BEGIN Provided material
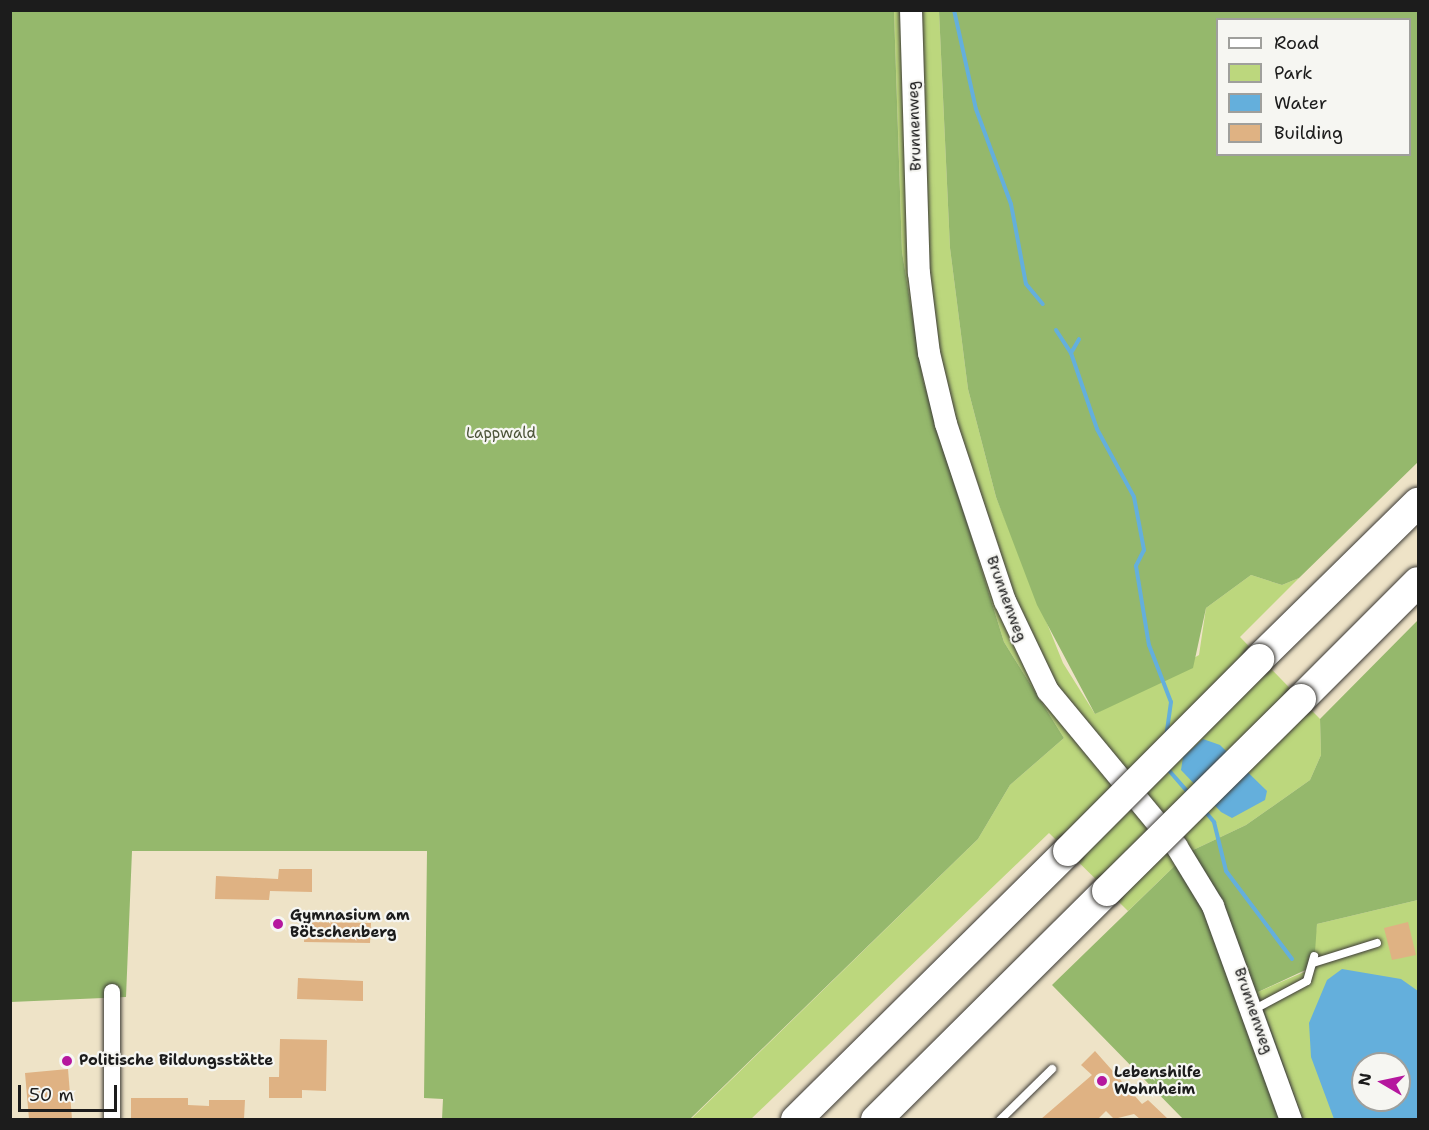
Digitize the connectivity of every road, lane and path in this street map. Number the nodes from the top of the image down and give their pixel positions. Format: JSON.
{"nodes":[{"id":1,"x":911,"y":10,"type":"edge"},
{"id":2,"x":1419,"y":503,"type":"edge"},
{"id":3,"x":1419,"y":582,"type":"edge"},
{"id":4,"x":1377,"y":943,"type":"dead end"},
{"id":5,"x":112,"y":992,"type":"dead end"},
{"id":6,"x":1253,"y":1010,"type":"junction"},
{"id":7,"x":1052,"y":1069,"type":"dead end"},
{"id":8,"x":112,"y":1119,"type":"edge"},
{"id":9,"x":796,"y":1119,"type":"edge"},
{"id":10,"x":876,"y":1119,"type":"edge"},
{"id":11,"x":1000,"y":1119,"type":"edge"},
{"id":12,"x":1291,"y":1119,"type":"edge"}],
"edges":[{"from":1,"to":6,"type":"main road","name":"Brunnenweg"},
{"from":2,"to":9,"type":"highway","bridge":true},
{"from":3,"to":10,"type":"highway","bridge":true},
{"from":4,"to":6,"type":"lane"},
{"from":5,"to":8,"type":"street"},
{"from":6,"to":12,"type":"main road","name":"Brunnenweg"},
{"from":7,"to":11,"type":"lane"}]}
END Provided material
# What needs to be done
How many lines of the preceding listing hold the string "Brunnenweg"? Answer with the number only.

# Output for this task
2